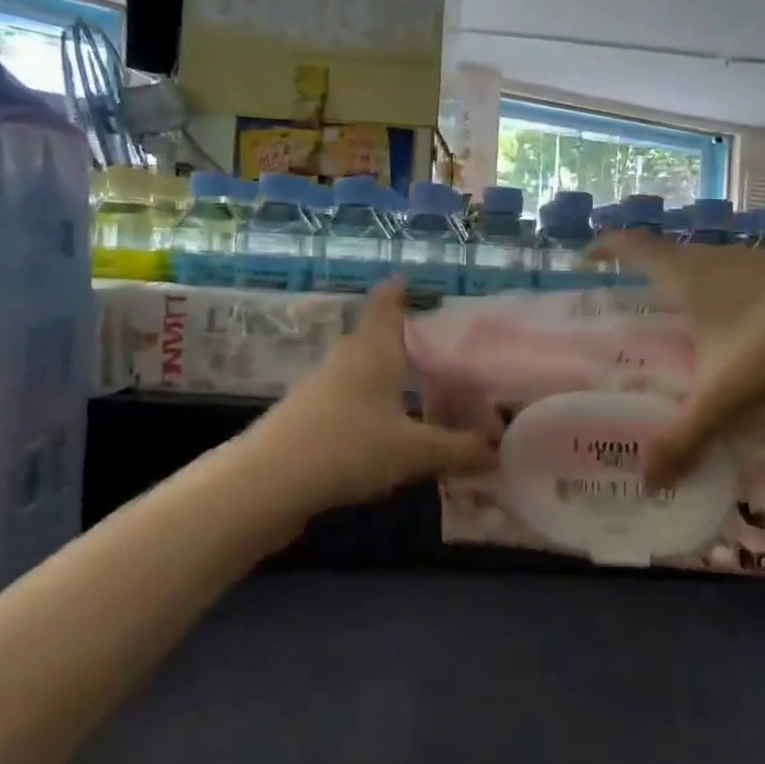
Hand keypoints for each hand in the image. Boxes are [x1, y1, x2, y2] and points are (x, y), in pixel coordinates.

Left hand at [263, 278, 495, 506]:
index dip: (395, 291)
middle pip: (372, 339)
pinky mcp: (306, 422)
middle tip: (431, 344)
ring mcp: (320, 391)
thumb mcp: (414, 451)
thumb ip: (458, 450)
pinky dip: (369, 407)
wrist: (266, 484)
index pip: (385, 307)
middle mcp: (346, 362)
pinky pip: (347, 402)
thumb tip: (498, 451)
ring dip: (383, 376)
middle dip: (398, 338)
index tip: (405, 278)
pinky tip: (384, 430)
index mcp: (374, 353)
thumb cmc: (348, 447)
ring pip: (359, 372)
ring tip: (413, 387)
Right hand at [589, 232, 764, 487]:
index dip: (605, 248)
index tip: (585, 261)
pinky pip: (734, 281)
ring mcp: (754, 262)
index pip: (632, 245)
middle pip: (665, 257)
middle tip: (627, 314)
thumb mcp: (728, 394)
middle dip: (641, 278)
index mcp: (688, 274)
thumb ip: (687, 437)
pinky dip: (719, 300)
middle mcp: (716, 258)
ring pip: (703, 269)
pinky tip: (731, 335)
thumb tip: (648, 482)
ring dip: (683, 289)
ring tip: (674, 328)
* * *
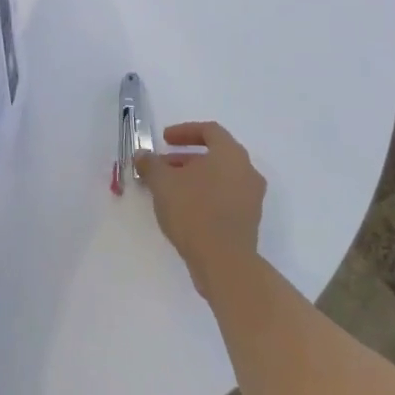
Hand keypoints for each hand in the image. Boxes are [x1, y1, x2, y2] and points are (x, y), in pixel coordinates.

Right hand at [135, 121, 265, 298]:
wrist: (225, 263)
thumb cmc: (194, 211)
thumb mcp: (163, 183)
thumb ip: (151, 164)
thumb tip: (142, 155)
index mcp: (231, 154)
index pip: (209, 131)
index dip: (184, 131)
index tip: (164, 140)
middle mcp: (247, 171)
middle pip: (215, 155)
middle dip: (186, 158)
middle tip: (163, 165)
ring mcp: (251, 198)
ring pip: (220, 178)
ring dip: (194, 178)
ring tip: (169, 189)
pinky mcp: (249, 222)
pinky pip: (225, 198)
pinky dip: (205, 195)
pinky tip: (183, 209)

- [What the exercise asks] Keeping every character as it is, restate the lines above that run from the line with "index mcp: (688, 274)" through the line with "ring tip: (674, 328)", both included, and nothing else.

- [Finished task]
index mcp: (688, 274)
thumb ip: (687, 437)
pinky dip: (719, 300)
middle mcp: (716, 258)
ring pip: (703, 269)
pinky tip: (731, 335)
thumb tip: (648, 482)
ring dip: (683, 289)
ring tip: (674, 328)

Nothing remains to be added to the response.